Hampir semua wanita yang sadar kesehatan dan penampilan pernah melakukan diet setidaknya sekali dalam hidupnya. Sukses atau tidaknya, tergantung dari seberapa kuat ‘iman’-nya. Metodenya pun bermacam-macam. Ada yang mengikuti tren diet terbaru dengan segala aturannya yang ribet. Ada juga yang berdiet dengan cara paling sederhana, yaitu mengurangi makan atau tidak makan sama sekali. Lama-kelamaan, rasa lapar pun menjadi sahabat sekaligus musuh.
Nah, ketika seseorang berdiet, terutama yang hanya mengandalkan makan sedikit atau tidak makan, tubuhnya akan kehilangan nutrisi dan energi dari yang biasanya. Gejalanya bukan cuma lapar, tapi juga lemas, mual, pusing dan gampang marah seperti sedang PMS. Yang sering kali tidak disadari, efek yang muncul akibat kurang makan ini bisa panjang.
Menurut dr. Leane Suniar M., MSc, SpGK, ahli gizi dari Rumah Sakit PGI Cikini, ketika tubuh kekurangan asupan makanan, maka tubuh harus menguras cadangan energi dari jaringan lemak dan hati. Makin berat aktivitas Anda, makin banyak cadangan yang tergerus, hati pun bekerja terlalu berat. Kondisi ini membuat tubuh terasa lemas dan lelah berkepanjangan. Jadi perasaan lemas itu tidak selalu karena perut kosong.
Meski tidak terasa langsung, tulang juga bisa terkena dampak dari tubuh yang kekurangan nutrisi. Kalsium adalah komponen utama yang membentuk tulang dan gigi.

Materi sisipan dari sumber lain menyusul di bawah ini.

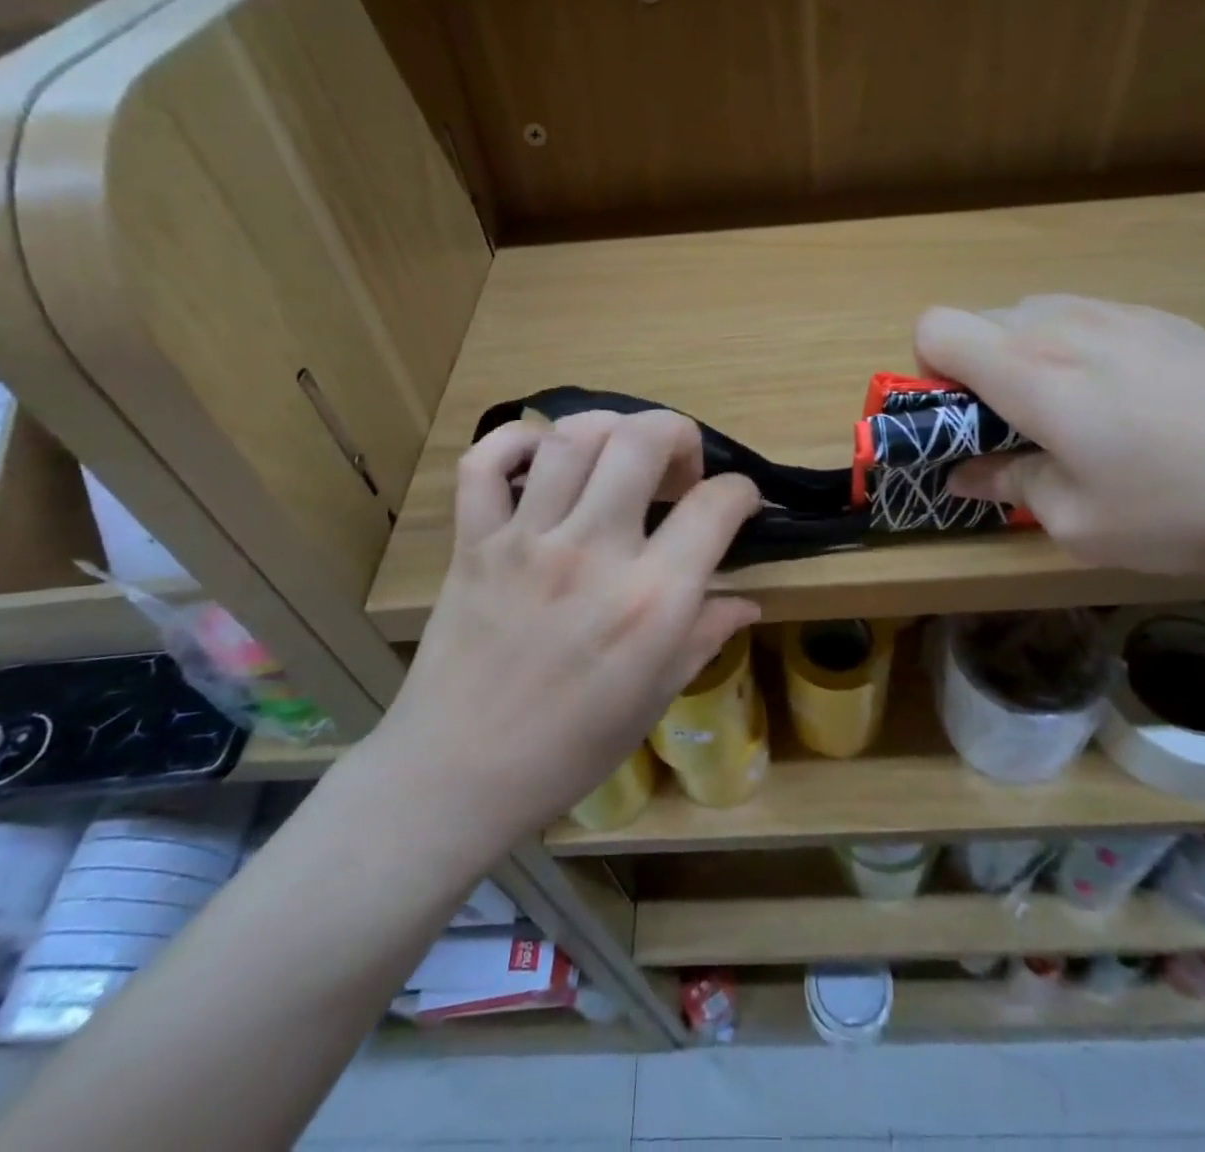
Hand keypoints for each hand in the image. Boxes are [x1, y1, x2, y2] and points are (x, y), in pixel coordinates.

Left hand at [373, 411, 760, 851]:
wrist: (457, 776)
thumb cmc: (569, 749)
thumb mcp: (655, 697)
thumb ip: (705, 635)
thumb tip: (747, 601)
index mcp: (650, 601)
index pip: (715, 506)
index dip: (740, 491)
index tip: (738, 501)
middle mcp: (592, 554)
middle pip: (642, 441)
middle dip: (678, 433)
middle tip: (679, 467)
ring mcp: (526, 542)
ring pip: (571, 438)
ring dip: (609, 429)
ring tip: (619, 455)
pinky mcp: (474, 543)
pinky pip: (485, 463)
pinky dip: (515, 441)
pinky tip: (542, 457)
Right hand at [917, 297, 1204, 579]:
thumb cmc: (1186, 506)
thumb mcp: (1078, 522)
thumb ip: (1007, 485)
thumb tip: (967, 472)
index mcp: (1030, 371)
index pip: (934, 328)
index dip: (928, 375)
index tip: (962, 424)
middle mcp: (1065, 325)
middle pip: (979, 321)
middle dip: (973, 373)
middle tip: (1014, 433)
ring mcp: (1121, 314)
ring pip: (1033, 317)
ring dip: (1023, 362)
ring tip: (1072, 420)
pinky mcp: (1167, 320)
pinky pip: (1086, 322)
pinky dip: (1074, 355)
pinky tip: (1130, 408)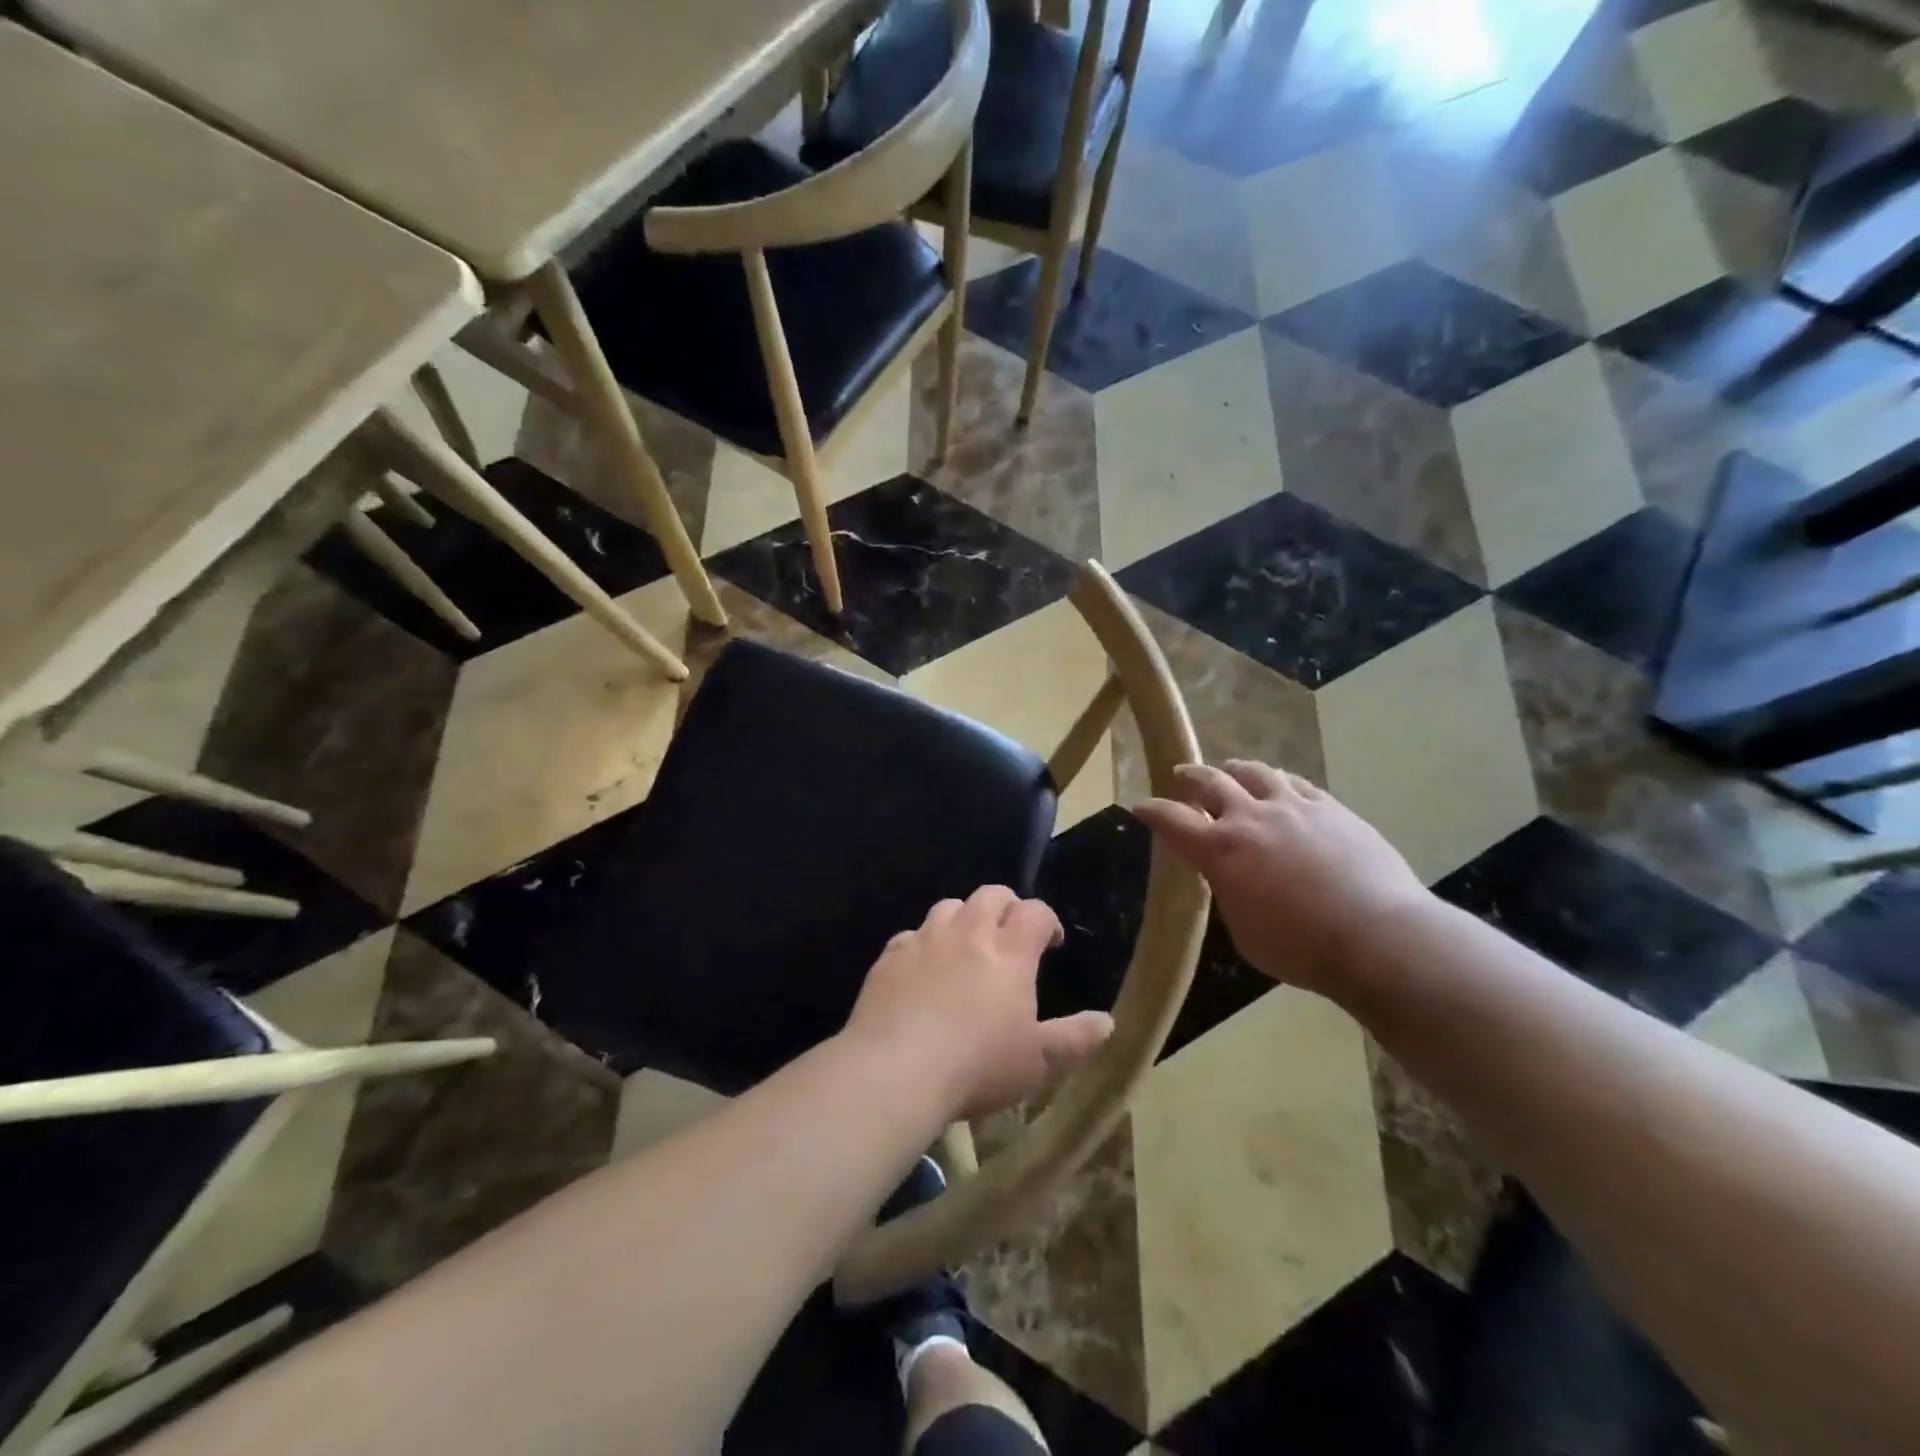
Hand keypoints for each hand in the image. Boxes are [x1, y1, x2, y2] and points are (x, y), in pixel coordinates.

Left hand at [845, 886, 1113, 1119]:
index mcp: (1010, 952)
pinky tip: (923, 970)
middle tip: (1011, 933)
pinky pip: (911, 935)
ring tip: (966, 946)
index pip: (1035, 912)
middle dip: (1007, 906)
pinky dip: (924, 944)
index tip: (1051, 941)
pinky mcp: (891, 955)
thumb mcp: (1037, 1062)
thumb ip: (1074, 1039)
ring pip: (949, 906)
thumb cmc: (977, 1066)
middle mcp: (969, 933)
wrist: (895, 1070)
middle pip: (991, 895)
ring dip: (964, 918)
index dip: (1047, 920)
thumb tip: (1107, 1021)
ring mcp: (926, 939)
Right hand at [1135, 761, 1430, 995]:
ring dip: (1235, 770)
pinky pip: (1296, 783)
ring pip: (1255, 772)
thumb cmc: (1301, 948)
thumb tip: (1230, 876)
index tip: (1140, 807)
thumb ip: (1228, 893)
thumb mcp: (1243, 931)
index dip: (1152, 811)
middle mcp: (1250, 817)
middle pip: (1210, 782)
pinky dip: (1278, 782)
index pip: (1172, 820)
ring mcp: (1293, 807)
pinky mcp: (1330, 808)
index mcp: (1220, 850)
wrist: (1378, 937)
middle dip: (1190, 778)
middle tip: (1182, 776)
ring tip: (1231, 771)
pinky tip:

Mineral ini juga penting untuk bagian tubuh lainnya, seperti saraf, otot, dan jantung, supaya bisa berfungsi dengan baik. Ketika bagian-bagian tubuh lain itu memerlukan kalsium, mereka akan mengambilnya dari makanan. Saat seseorang tidak mendapatkan asupan kalsium yang cukup dari makanannya, tubuh akan mengambilnya dari tulang. “Akibatnya, tulang jadi tidak kuat dan berisiko tinggi mengalami osteoporosis,” kata Leane.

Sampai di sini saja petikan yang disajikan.